Na quinta-feira, o Plenário do Senado aprovou o Projeto de Lei (PL) 3.932/2020, que garante regime de home office para trabalhadoras gestantes, durante a pandemia de COVID-19. A proposta é de autoria da deputada federal Perpétua Almeida (PCdoB-AC) e recebeu parecer favorável, com uma emenda de redação, da relatora, a senadora Nilda Gondim (MDB-PB). Como não houve mudanças de conteúdo no texto aprovado pela Câmara, agora o projeto será enviado à sanção presidencial. “Essa é uma conquista para as gestantes.
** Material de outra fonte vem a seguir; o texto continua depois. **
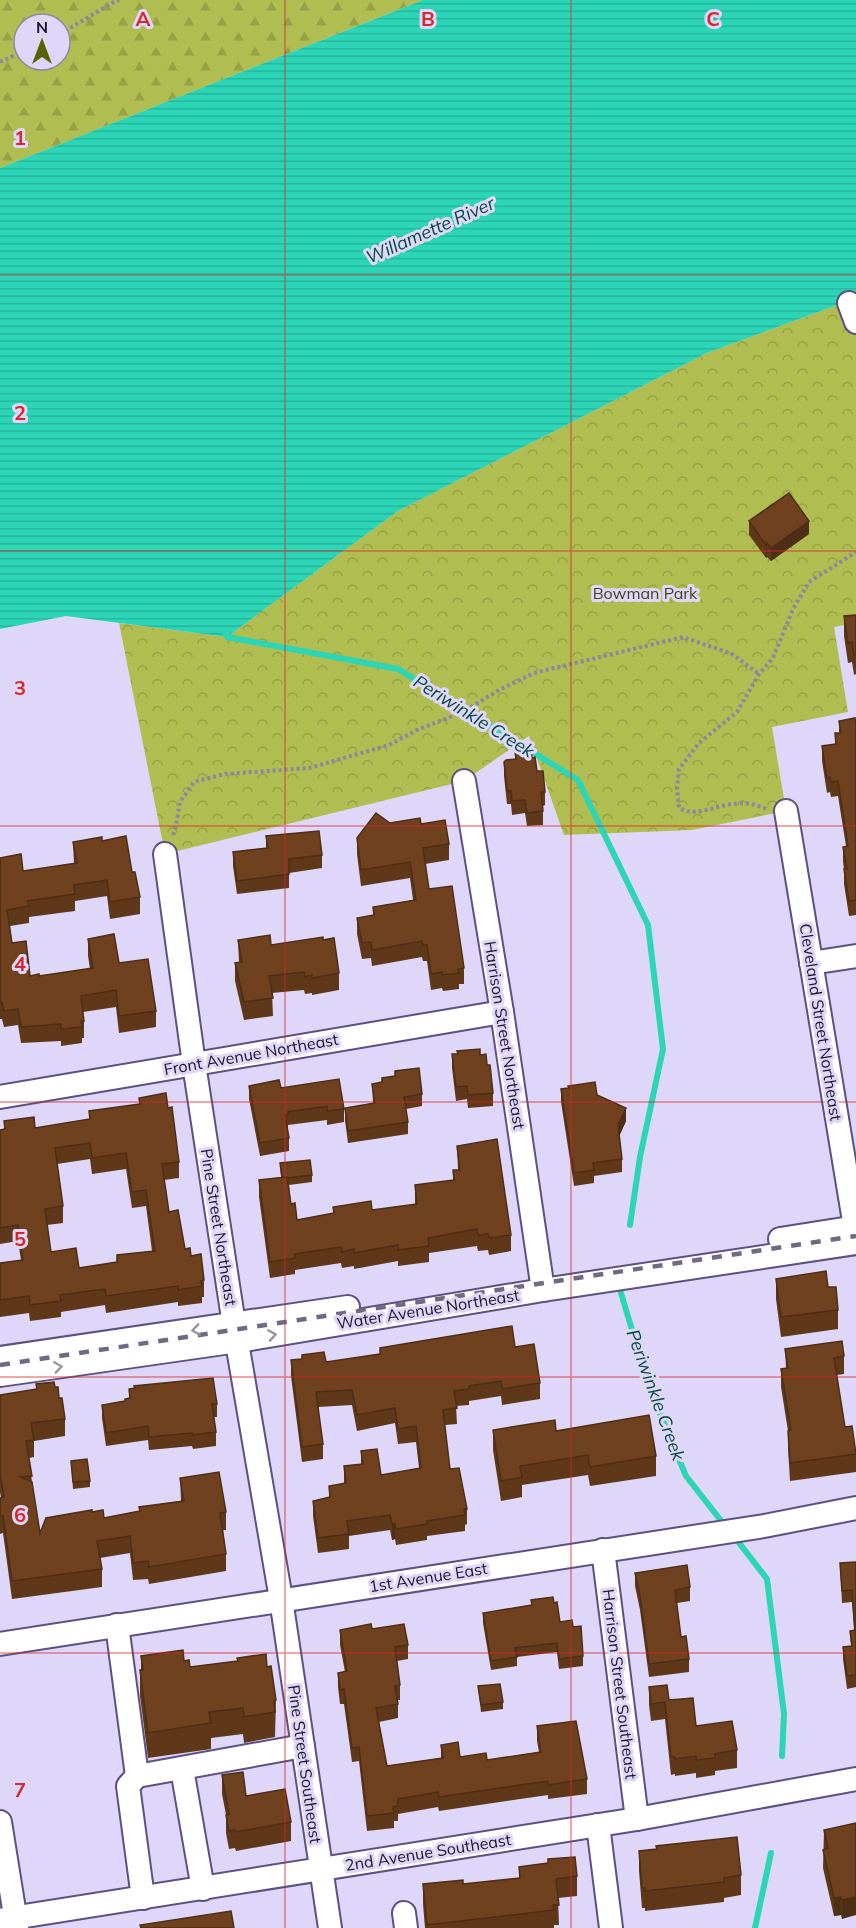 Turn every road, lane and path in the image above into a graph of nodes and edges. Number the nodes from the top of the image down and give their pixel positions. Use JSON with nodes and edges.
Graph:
{"nodes":[{"id":1,"x":119,"y":0,"type":"edge"},
{"id":2,"x":72,"y":27,"type":"edge"},
{"id":3,"x":856,"y":552,"type":"edge"},
{"id":4,"x":759,"y":674,"type":"junction"},
{"id":5,"x":464,"y":781,"type":"dead end"},
{"id":6,"x":786,"y":811,"type":"joint"},
{"id":7,"x":165,"y":854,"type":"joint"},
{"id":8,"x":856,"y":956,"type":"edge"},
{"id":9,"x":811,"y":963,"type":"junction"},
{"id":10,"x":502,"y":1012,"type":"junction"},
{"id":11,"x":194,"y":1064,"type":"junction"},
{"id":12,"x":0,"y":1096,"type":"edge"},
{"id":13,"x":856,"y":1233,"type":"edge"},
{"id":14,"x":542,"y":1283,"type":"junction"},
{"id":15,"x":236,"y":1333,"type":"junction"},
{"id":16,"x":0,"y":1358,"type":"edge"},
{"id":17,"x":0,"y":1375,"type":"edge"},
{"id":18,"x":856,"y":1508,"type":"edge"},
{"id":19,"x":603,"y":1550,"type":"junction"},
{"id":20,"x":281,"y":1599,"type":"junction"},
{"id":21,"x":117,"y":1625,"type":"junction"},
{"id":22,"x":0,"y":1644,"type":"edge"},
{"id":23,"x":303,"y":1746,"type":"junction"},
{"id":24,"x":182,"y":1769,"type":"junction"},
{"id":25,"x":137,"y":1776,"type":"junction"},
{"id":26,"x":856,"y":1779,"type":"edge"},
{"id":27,"x":637,"y":1819,"type":"junction"},
{"id":28,"x":0,"y":1822,"type":"edge"},
{"id":29,"x":598,"y":1825,"type":"junction"},
{"id":30,"x":321,"y":1870,"type":"junction"},
{"id":31,"x":203,"y":1888,"type":"junction"},
{"id":32,"x":143,"y":1898,"type":"junction"},
{"id":33,"x":11,"y":1922,"type":"edge"},
{"id":34,"x":330,"y":1928,"type":"edge"},
{"id":35,"x":611,"y":1928,"type":"edge"}],
"edges":[{"from":1,"to":2,"type":"path"},
{"from":3,"to":4,"type":"path"},
{"from":4,"to":6,"type":"path"},
{"from":4,"to":7,"type":"path"},
{"from":5,"to":10,"type":"street","name":"Harrison Street Northeast"},
{"from":6,"to":9,"type":"street","name":"Cleveland Street Northeast"},
{"from":7,"to":11,"type":"street","name":"Pine Street Northeast"},
{"from":8,"to":9,"type":"street"},
{"from":9,"to":13,"type":"street","name":"Cleveland Street Northeast"},
{"from":10,"to":11,"type":"street","name":"Front Avenue Northeast"},
{"from":10,"to":14,"type":"street","name":"Harrison Street Northeast"},
{"from":11,"to":12,"type":"street","name":"Front Avenue Northeast"},
{"from":11,"to":15,"type":"street","name":"Pine Street Northeast"},
{"from":13,"to":14,"type":"street","name":"Water Avenue Northeast"},
{"from":14,"to":15,"type":"street","name":"Water Avenue Northeast"},
{"from":15,"to":16,"type":"street","name":"Water Avenue Northeast","one_way":true},
{"from":17,"to":15,"type":"street","name":"Water Avenue Northeast","one_way":true},
{"from":15,"to":20,"type":"street","name":"Pine Street Northeast"},
{"from":18,"to":19,"type":"street","name":"1st Avenue East"},
{"from":19,"to":20,"type":"street","name":"1st Avenue East"},
{"from":19,"to":27,"type":"street","name":"Harrison Street Southeast"},
{"from":20,"to":21,"type":"street","name":"1st Avenue East"},
{"from":20,"to":23,"type":"street","name":"Pine Street Southeast"},
{"from":21,"to":22,"type":"street","name":"1st Avenue East"},
{"from":21,"to":25,"type":"street"},
{"from":23,"to":24,"type":"street"},
{"from":23,"to":30,"type":"street","name":"Pine Street Southeast"},
{"from":24,"to":25,"type":"street"},
{"from":24,"to":31,"type":"street"},
{"from":25,"to":32,"type":"street"},
{"from":26,"to":27,"type":"street","name":"2nd Avenue Southeast"},
{"from":27,"to":29,"type":"street","name":"2nd Avenue Southeast"},
{"from":28,"to":33,"type":"street"},
{"from":29,"to":30,"type":"street","name":"2nd Avenue Southeast"},
{"from":29,"to":35,"type":"street"},
{"from":30,"to":31,"type":"street","name":"2nd Avenue Southeast"},
{"from":30,"to":34,"type":"street","name":"Pine Street Southeast"},
{"from":31,"to":32,"type":"street","name":"2nd Avenue Southeast"},
{"from":32,"to":33,"type":"street","name":"2nd Avenue Southeast"}]} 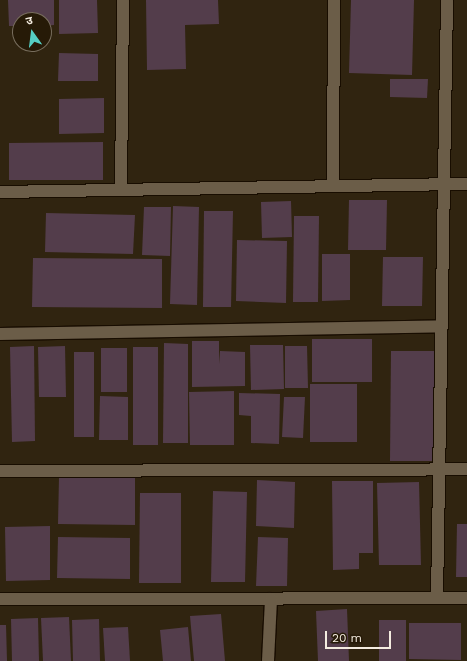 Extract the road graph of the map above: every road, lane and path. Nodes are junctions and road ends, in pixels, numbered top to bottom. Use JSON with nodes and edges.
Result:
{"nodes":[{"id":1,"x":123,"y":0,"type":"edge"},
{"id":2,"x":334,"y":0,"type":"edge"},
{"id":3,"x":447,"y":0,"type":"edge"},
{"id":4,"x":445,"y":184,"type":"junction"},
{"id":5,"x":467,"y":184,"type":"edge"},
{"id":6,"x":333,"y":186,"type":"junction"},
{"id":7,"x":120,"y":190,"type":"junction"},
{"id":8,"x":0,"y":192,"type":"edge"},
{"id":9,"x":442,"y":326,"type":"junction"},
{"id":10,"x":0,"y":334,"type":"edge"},
{"id":11,"x":467,"y":469,"type":"edge"},
{"id":12,"x":440,"y":470,"type":"junction"},
{"id":13,"x":0,"y":472,"type":"edge"},
{"id":14,"x":437,"y":598,"type":"junction"},
{"id":15,"x":467,"y":598,"type":"edge"},
{"id":16,"x":0,"y":599,"type":"edge"},
{"id":17,"x":271,"y":599,"type":"junction"},
{"id":18,"x":268,"y":661,"type":"edge"}],
"edges":[{"from":1,"to":7,"type":"street"},
{"from":2,"to":6,"type":"street"},
{"from":3,"to":4,"type":"street"},
{"from":4,"to":5,"type":"street"},
{"from":4,"to":6,"type":"street"},
{"from":4,"to":9,"type":"street"},
{"from":6,"to":7,"type":"street"},
{"from":7,"to":8,"type":"street"},
{"from":9,"to":10,"type":"street"},
{"from":9,"to":12,"type":"street"},
{"from":11,"to":12,"type":"street"},
{"from":12,"to":13,"type":"street"},
{"from":12,"to":14,"type":"street"},
{"from":14,"to":15,"type":"street"},
{"from":14,"to":17,"type":"street"},
{"from":16,"to":17,"type":"street"},
{"from":17,"to":18,"type":"street"}]}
Para além disso, é importante se proteger, não fazer chá de bebê presencial e tomar todas as medidas de segurança”, acrescentou.



PELA VIDA

34%


É o número de gestantes e puérperas que não foram intubadas, 
recurso que poderia salvá-las 



Ministério pede que mulheres adiem planos

O secretário de Atenção Primária à Saúde do Ministério da Saúde, Raphael Câmara Medeiros, afirmou, ontem, que a pasta recomenda às mulheres, se possível, adiar a gravidez enquanto durar o pico da pandemia de COVID-19. A sugestão repercutiu mal nas redes sociais. Uma internauta lembrou que a função da pasta é assegurar atendimento à saúde e não interferir num direito da mulher.





“As mulheres não têm que adiar, nem adiantar, nem manter gravidez alguma. As mulheres têm de ser livres para parir ou não. O governo que se limite a garantir nosso acesso à saúde”, disse uma internauta. Outra postagem faz menção crítica à questão do aborto. “O ministério da saúde recomenda adiar gravidez por causa da pandemia num país em que não existe aborto legal, gratuito e seguro.”.
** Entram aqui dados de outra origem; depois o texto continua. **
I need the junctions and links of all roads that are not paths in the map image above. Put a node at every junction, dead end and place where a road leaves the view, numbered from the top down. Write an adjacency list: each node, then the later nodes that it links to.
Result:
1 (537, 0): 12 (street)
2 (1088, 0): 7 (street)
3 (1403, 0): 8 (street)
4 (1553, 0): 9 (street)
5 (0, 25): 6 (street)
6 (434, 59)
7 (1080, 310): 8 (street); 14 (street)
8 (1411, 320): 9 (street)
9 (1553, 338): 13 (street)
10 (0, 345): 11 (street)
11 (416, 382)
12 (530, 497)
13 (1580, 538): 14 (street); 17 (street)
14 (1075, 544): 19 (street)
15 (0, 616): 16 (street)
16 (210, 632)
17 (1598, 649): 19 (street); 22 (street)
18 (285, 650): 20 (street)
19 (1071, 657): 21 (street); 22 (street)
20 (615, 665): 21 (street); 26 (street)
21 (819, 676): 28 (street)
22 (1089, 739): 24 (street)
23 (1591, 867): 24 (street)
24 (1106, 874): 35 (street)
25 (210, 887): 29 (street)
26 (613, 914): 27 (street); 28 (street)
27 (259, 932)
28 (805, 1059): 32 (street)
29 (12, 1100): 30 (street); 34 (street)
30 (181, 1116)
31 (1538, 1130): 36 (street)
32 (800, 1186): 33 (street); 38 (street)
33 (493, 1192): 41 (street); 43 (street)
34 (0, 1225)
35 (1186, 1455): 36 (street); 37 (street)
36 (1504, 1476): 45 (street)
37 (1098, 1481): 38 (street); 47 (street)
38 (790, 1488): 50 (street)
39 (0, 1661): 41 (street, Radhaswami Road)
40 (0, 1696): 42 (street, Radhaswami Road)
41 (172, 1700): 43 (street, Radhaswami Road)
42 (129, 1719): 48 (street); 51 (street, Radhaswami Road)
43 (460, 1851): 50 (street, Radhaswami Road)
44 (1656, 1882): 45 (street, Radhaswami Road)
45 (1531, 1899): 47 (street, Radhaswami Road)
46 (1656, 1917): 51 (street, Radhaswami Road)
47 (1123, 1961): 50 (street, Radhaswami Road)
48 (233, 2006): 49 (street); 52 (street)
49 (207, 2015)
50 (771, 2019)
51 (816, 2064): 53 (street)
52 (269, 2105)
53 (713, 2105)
Segundo o secretário Raphael Câmara, apesar da falta de estudos, “a visão clínica de especialistas mostra que a variante nova (do coronavírus) tem ação mais agressiva nas grávidas”.

“Neste momento do pico epidêmico, pela situação que está acontecendo em alguns locais, deve ser avaliado - como aconteceu com o zika vírus em 2016 -, caso possível, postergar um pouco a gravidez para um melhor momento com uma gravidez mais tranquila”, disse. “É óbvio que a gente não pode falar isso para alguém que tem 42 ou 43 anos, mas para uma mulher jovem, que pode escolher o seu momento de engravidar, o mais indicado agora é esperar um pouquinho até a situação ficar um pouco mais calma”, completou.





Ainda sobre a avaliação que o Ministério da Saúde está fazendo para incluir todas as gestantes no plano nacional de vacinação, o secretário Raphael Câmara resslatou que “por definição, a gestação é um período trombótico”, ou seja, que favorece a formação de coágulos sanguíneos e a obstrução de vasos sanguíneos. Ele cidou que algumas vacinas, embora “de forma muito rara”, estão mostrando alguns efeitos colaterais nesse sentido. 

Mais recursos

O aporte de R$ 274 milhões anunciado ontem pelo Ministério da Saúde para prevenção entre gestantes contra a COVID-19 será usado na identificação precoce e no monitoramento de sintomas do vírus, além da qualificação dos atendimentos de pré-natal, parto e puerpério, além de hospedagem em caso de incapacidade de isolamento domiciliar.